Rust batch dispatch was 23.6% faster locally and 22.6% faster under random
access than C++ `sm_pool`. It stayed within 16.0% of Rust's flat-array local
baseline and 10.4% of its random baseline. The compact byte state isolates pool
dispatch and access locality from application-specific work.

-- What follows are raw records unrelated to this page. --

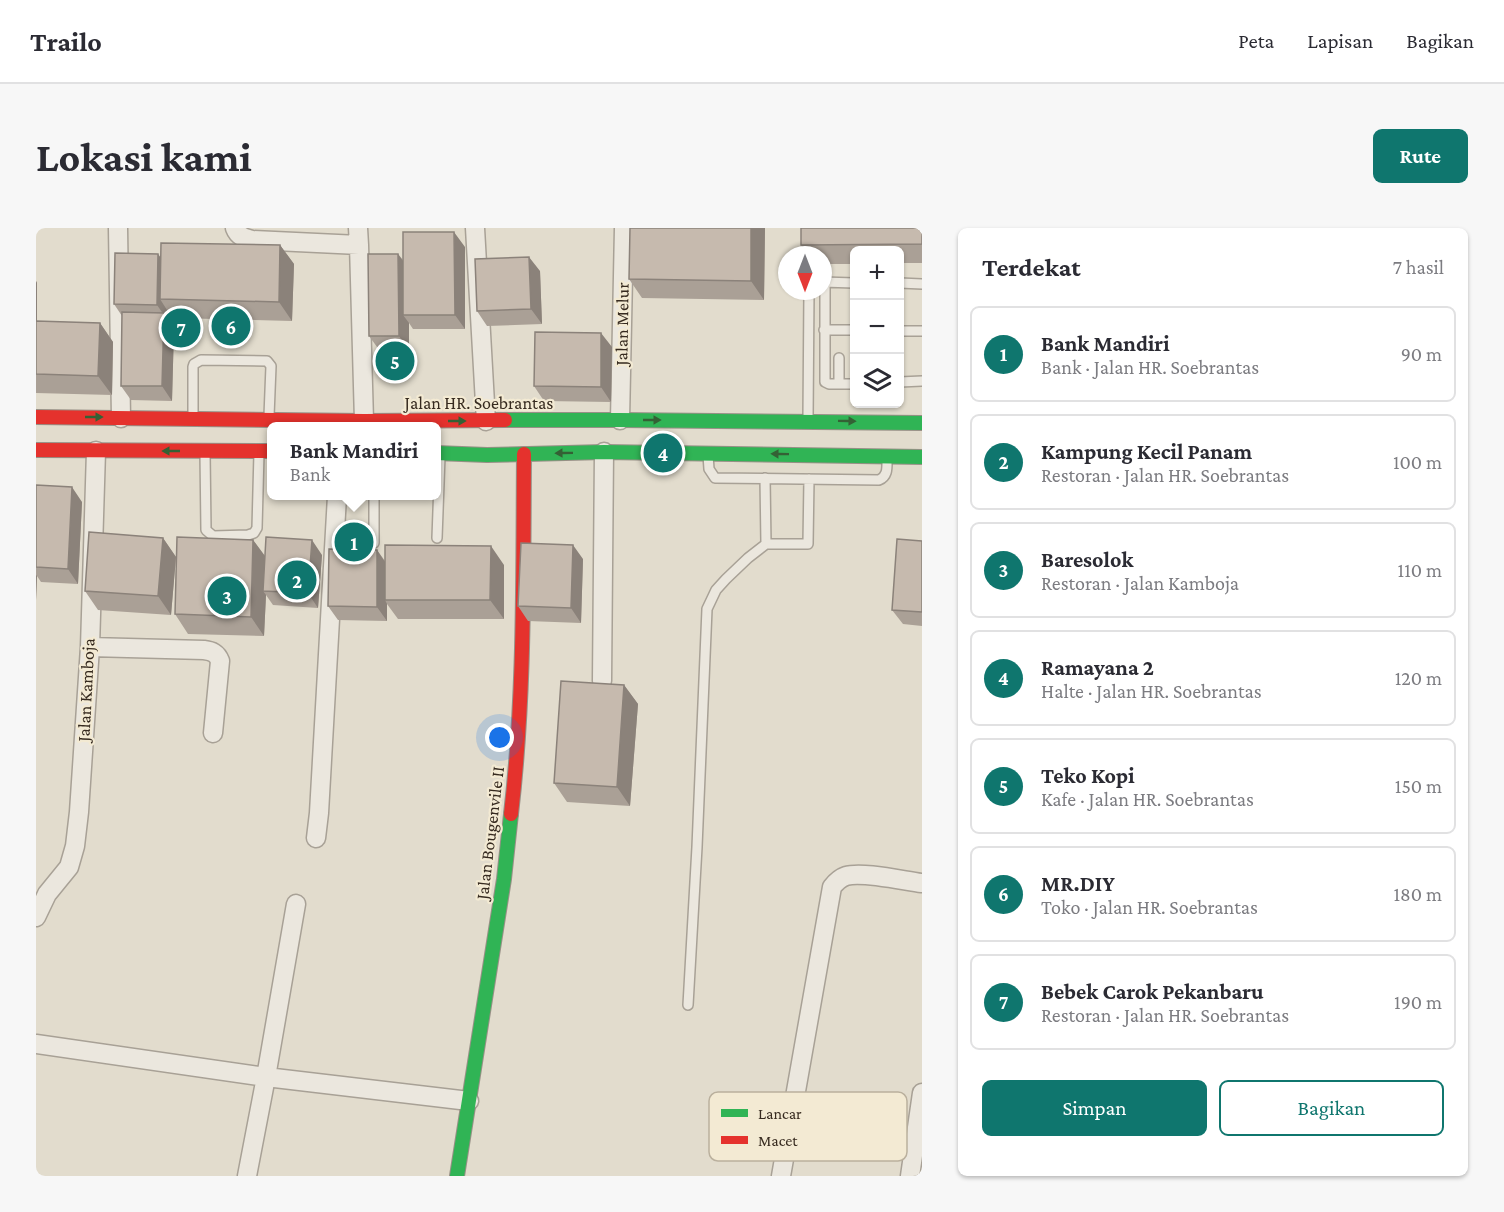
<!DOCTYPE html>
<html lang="id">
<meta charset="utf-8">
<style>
:root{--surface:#fff;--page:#f7f7f7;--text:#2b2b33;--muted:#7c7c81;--line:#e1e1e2;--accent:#0f766e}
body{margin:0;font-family:"Crimson Pro",serif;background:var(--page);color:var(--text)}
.controls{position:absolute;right:18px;top:18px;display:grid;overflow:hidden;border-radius:9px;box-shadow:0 2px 4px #0004}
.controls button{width:54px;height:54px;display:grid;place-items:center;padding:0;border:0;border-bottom:2px solid var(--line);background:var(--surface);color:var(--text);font:30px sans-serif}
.compass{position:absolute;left:742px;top:18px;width:54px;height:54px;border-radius:50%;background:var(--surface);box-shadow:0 2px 4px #0004;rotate:180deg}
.you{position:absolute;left:464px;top:510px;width:21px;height:21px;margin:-15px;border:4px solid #fff;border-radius:50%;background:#1a73e8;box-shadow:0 0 0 9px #1a73e833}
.badge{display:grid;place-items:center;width:39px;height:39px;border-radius:50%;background:var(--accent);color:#fff;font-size:20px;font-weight:700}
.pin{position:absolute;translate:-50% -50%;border:3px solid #fff;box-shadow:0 2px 6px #0006}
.popup{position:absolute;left:231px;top:194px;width:174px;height:78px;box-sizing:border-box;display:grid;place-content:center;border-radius:9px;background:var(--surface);filter:drop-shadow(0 2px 4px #0005);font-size:20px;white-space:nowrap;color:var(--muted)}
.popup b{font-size:22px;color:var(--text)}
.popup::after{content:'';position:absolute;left:50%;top:100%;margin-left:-12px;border:12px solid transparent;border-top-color:var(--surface)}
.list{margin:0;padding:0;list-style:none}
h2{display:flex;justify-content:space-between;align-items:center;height:78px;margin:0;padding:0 24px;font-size:26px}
h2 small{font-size:20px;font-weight:400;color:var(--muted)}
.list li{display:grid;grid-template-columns:39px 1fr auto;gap:18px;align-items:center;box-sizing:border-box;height:96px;margin:0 12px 12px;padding:0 12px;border:2px solid var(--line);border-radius:9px}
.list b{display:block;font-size:22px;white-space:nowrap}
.list p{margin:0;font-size:20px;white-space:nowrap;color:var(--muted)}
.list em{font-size:20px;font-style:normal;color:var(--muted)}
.actions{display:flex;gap:12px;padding:18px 24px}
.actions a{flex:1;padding:14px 0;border:2px solid var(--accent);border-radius:9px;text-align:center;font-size:21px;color:var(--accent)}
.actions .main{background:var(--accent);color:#fff}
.icon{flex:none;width:33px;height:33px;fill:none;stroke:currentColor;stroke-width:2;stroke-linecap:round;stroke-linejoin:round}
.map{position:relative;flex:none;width:886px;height:948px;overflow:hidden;border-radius:9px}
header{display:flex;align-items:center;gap:36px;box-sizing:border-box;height:84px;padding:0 30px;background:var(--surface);border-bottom:2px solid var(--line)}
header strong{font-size:28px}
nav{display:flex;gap:33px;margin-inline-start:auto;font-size:21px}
.intro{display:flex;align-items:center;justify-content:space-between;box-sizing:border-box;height:144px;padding:0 36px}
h1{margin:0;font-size:42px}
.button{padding:15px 27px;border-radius:9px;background:var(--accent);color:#fff;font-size:21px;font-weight:700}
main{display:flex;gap:36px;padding:0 36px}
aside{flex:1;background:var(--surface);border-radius:9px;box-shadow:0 2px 4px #0004}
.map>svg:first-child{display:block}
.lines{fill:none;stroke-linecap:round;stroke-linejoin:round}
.lane-casing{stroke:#a8a196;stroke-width:12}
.street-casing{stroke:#a8a196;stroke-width:21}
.fast-casing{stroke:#979086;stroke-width:16}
.jam-casing{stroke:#979086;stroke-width:16}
.lane{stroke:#ebe7de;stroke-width:9}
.street{stroke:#ebe7de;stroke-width:18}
.fast{stroke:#30b455;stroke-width:14}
.jam{stroke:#e5322d;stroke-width:14}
.wall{fill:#aaa096}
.shaded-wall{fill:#8b827a}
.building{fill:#c6baae;stroke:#8b827a;stroke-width:1.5}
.oneway{fill:#346135}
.labels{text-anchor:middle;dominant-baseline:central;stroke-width:4.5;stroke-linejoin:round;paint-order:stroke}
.street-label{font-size:18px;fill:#362a1f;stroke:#f3ead3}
.key{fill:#f3ead3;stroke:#bab09d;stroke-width:1.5}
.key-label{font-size:16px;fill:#362a1f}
</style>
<header>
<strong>Trailo</strong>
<nav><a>Peta</a><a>Lapisan</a><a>Bagikan</a></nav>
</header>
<div class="intro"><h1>Lokasi kami</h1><a class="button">Rute</a></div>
<main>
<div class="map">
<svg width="886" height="948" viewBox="0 0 886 948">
<rect width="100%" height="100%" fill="#e2dccd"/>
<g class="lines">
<defs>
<path id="lane" d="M787 54 818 55
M789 54V154L793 156H818
M864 55 886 56
M788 102H818
M864 103H886
M803 130V156
M864 154 886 153
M157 190V139L158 136 165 132 231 133 235 138 233 188
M772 190 773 63
M169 225 170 302 177 308 212 307 218 305 221 300 223 225
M672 227 673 241 679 250 843 252C852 248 851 240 851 231
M729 250 730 316
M338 268V315
M401 310 404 228
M652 777 661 619 671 381 680 362 690 351 712 330 730 316H772L773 251"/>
<path id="street" d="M82 0 85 190
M199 0C202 8 208 10 216 12L323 17
M322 0 323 17 328 193
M439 0 450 193
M584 192 588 0
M54 419 168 422C176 423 181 425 184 433L177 505
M566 453 568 224
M280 610 283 585 301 268
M0 689 11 666 33 639 39 618 43 584 54 419 60 223
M0 816 230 849 260 676
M211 948 230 849 433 873
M745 948 796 659C800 654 804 650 810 648 826 643 869 653 886 655
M874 948 886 865"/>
<path id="fast" d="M469 192H584L886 195
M400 225 451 227 568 224 886 229
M421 948 468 651 475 586"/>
<path id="jam" d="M0 189 328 193 469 192
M0 222 236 223
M475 586C489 467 487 346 488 226"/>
</defs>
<!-- lane casing -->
<use href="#lane" class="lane-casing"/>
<!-- street casing -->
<use href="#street" class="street-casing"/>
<!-- fast casing -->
<use href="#fast" class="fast-casing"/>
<!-- jam casing -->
<use href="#jam" class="jam-casing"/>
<!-- lane -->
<use href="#lane" class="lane"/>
<!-- street -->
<use href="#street" class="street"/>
<!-- fast -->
<use href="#fast" class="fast"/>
<!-- jam -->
<use href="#jam" class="jam"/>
</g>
<!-- wall -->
<path class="wall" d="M729 0 728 72 606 70 593 51Z
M886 0V35H864V22H819V36H787V27H772L765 17Z
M244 17 258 36 256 93 137 90 131 82V90L138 100 136 173 95 172 85 158 86 88 78 76 122 26 125 30Z
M429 19V101H377L373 95V123H344L333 108 362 26 367 32Z
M504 43 506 96 451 98 441 83Z
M0 53 1 55V93L64 95 77 114 76 167 0 165Z
M576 119 575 174 508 173 498 158Z
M0 257 46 274 42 356 5 354 1 348 0 372Z
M127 310 140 329 135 387 62 382 49 363Z
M217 312 229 328 286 327 282 380 237 377 230 367 228 408 152 406 139 386Z
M886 313V398L867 396 856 382Z
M341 322 349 333 468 337V391H362L351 376V393L302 392 292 378Z
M547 331 545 395 492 393 482 378Z
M588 457 602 476 594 578 531 574 518 555Z"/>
<!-- shaded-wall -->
<path class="shaded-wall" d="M715 0H729L728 72 715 53Z
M418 4 429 19V101L419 87Z
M244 17 258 36 256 93 243 74Z
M122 26 132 41 124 71 131 82V90L138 100 136 173 126 158 128 87 121 77Z
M362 26 372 40 367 87 373 95V123L363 108Z
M493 29 504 43 506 96 495 81Z
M0 53 1 55V99L0 97Z
M64 95 77 114 76 167 62 148Z
M565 105 576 119 575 174 565 159Z
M36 259 46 274 42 356 32 341Z
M127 310 140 329 135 387 122 368Z
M217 312 231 331 227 363 230 367 228 408 215 389Z
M276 312 286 327 282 380 272 365Z
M537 317 547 331 545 395 535 380Z
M455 318 468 337V391L454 372Z
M341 322 351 337 349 372 351 376V393L341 379Z
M0 347 1 348 0 372Z
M588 457 602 476 594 578 581 559Z"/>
<!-- building -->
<path class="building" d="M594 0H715V53L593 51Z
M765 0H886V16L765 17Z
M367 4H418L419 87H367Z
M125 15 244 17 243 74 124 71Z
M79 25 122 26 121 77 78 76Z
M332 26H362L363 108H333Z
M493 29 495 81 441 83 439 31Z
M86 84 128 85 126 158H85Z
M0 93 64 95 62 148 0 146Z
M499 104 565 105V159L498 158Z
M0 257 36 259 32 341 0 339Z
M53 304 127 310 122 368 49 363Z
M141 309 217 312 215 389 139 386Z
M230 309 276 312 272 365 227 363Z
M861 311 886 313V384L856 382Z
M485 315 537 317 535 380 482 378Z
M349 317 455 318 454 372H349Z
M293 321 341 322V379L292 378Z
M525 453 588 457 581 559 518 555Z"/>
<!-- one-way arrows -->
<defs><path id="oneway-solid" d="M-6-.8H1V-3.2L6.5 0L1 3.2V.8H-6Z" transform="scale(1.5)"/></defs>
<g class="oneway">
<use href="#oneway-solid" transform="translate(58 189)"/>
<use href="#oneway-solid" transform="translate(616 192)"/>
<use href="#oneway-solid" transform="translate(421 193)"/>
<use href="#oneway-solid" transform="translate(811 193) rotate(1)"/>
<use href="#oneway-solid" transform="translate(135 223) rotate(180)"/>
<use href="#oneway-solid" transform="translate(528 225) rotate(179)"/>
<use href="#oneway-solid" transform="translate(744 226) rotate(-179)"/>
</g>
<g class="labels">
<!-- street labels -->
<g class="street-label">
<text transform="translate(586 96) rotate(-89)">Jalan Melur</text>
<text x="443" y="175">Jalan HR. Soebrantas</text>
<text transform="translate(50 462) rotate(-87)">Jalan Kamboja</text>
<text transform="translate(454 605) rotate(-83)">Jalan Bougenvile II</text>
</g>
</g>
<!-- legend -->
<rect x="673" y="864" width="198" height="69" rx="9" class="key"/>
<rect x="685" y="881" width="27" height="8" fill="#30b455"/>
<rect x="685" y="908" width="27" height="8" fill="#e5322d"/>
<g class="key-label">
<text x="722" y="891">Lancar</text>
<text x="722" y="918">Macet</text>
</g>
</svg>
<div class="controls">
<button>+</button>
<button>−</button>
<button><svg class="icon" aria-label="layers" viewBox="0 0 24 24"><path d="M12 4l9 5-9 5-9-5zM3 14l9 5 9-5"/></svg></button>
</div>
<svg class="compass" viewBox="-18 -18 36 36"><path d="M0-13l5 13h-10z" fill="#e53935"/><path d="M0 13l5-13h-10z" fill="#7c7c81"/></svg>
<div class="you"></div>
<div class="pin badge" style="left:318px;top:314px">1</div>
<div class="popup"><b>Bank Mandiri</b>Bank</div>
<div class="pin badge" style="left:261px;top:352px">2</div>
<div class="pin badge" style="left:191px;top:368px">3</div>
<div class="pin badge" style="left:627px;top:225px">4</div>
<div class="pin badge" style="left:359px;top:133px">5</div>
<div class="pin badge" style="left:195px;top:98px">6</div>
<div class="pin badge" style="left:145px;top:100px">7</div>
</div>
<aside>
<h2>Terdekat<small>7 hasil</small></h2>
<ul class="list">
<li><span class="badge">1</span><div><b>Bank Mandiri</b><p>Bank · Jalan HR. Soebrantas</p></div><em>90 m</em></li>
<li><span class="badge">2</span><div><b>Kampung Kecil Panam</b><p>Restoran · Jalan HR. Soebrantas</p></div><em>100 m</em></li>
<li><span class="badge">3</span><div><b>Baresolok</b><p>Restoran · Jalan Kamboja</p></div><em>110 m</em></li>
<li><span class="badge">4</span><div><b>Ramayana 2</b><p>Halte · Jalan HR. Soebrantas</p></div><em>120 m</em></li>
<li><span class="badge">5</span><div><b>Teko Kopi</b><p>Kafe · Jalan HR. Soebrantas</p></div><em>150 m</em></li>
<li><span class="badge">6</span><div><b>MR.DIY</b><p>Toko · Jalan HR. Soebrantas</p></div><em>180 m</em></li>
<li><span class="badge">7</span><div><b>Bebek Carok Pekanbaru</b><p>Restoran · Jalan HR. Soebrantas</p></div><em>190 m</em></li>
</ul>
<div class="actions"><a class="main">Simpan</a><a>Bagikan</a></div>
</aside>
</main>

### Async, allocator, and worker-pool comparison

The extended runner compares the same 11-million-event player sequence through
Rust futures and C++ `co_sm` allocator policies. It also compares bounded,
persistent eight-worker fork/join schedulers over 5,000 rounds. Rust's global
allocation counter verifies that every timed Rust loop performs zero heap
allocations after setup.

```bash
# The thread-pool policy currently lives on this sibling branch.
mkdir -p /tmp/sml-cpp-thread-pool
git -C ../sml.cpp archive origin/thread-pool-scheduler |
  tar -x -C /tmp/sml-cpp-thread-pool

python3 benchmarks/compare_extended.py \
  --runs 21 \
  --thread-pool-cpp-dir /tmp/sml-cpp-thread-pool
```

The 2026-07-11 alternating run produced:

| Workload | Median | Timed allocations | Completed runs |
|---|---:|---:|---:|
| Rust async façade over synchronous actions | 0.361 ns/event | 0 | 21/21 |
| C++ inline `co_sm` | 1.982 ns/event | inline fast path | 21/21 |
| Rust machine with native async callbacks | 3.372 ns/event | 0 | 21/21 |
| C++ `co_sm` with pooled coroutine frames | 21.506 ns/event | pooled frame/event | 21/21 |
| C++ `co_sm` with heap coroutine frames | 49.427 ns/event | heap frame/event | 21/21 |
| Rust fixed-lane worker pool | 259.255 ns/task | 0 | 21/21 |
| C++ fixed-ring thread-pool scheduler | 1,139.283 ns/task | fixed inline slots | 13/21 |

The async-façade rows are directly comparable: both wrap synchronous actions.
The native Rust row additionally awaits actual async action futures, which the
C++ player table does not model. The worker-pool rows compare policy designs,
not identical implementations: Rust uses one fixed atomic lane per worker,
while C++ uses a shared fixed MPMC task ring. Eight C++ runs exceeded the
runner's five-second timeout; the median above includes completed runs only and
must be read together with that reliability result.

## Development

<!-- enforced quality commands from scripts/quality_gates.sh and .github/workflows/*.yml -->

The same gate runs locally and on every push and pull request:

```bash
./scripts/quality_gates.sh
```

It enforces formatting, warning-free Clippy across every target and feature,
the full feature matrix, rustdoc warnings, documentation links, Python harness
syntax, package construction, dependency advisories and licenses, at least 90%
whole-workspace line coverage, and 100% runtime function coverage. Separate
required jobs run the suite on Linux, macOS, and Windows, enforce public API
compatibility, execute AddressSanitizer and Miri, and fuzz the runtime
utilities.

Run the fuzz target locally with a nightly toolchain and `cargo-fuzz`:

```bash
cargo fuzz run runtime_utilities
```

The crate is licensed under either Apache-2.0 or MIT.

Release maintainers should follow the [release runbook](docs/releasing.md).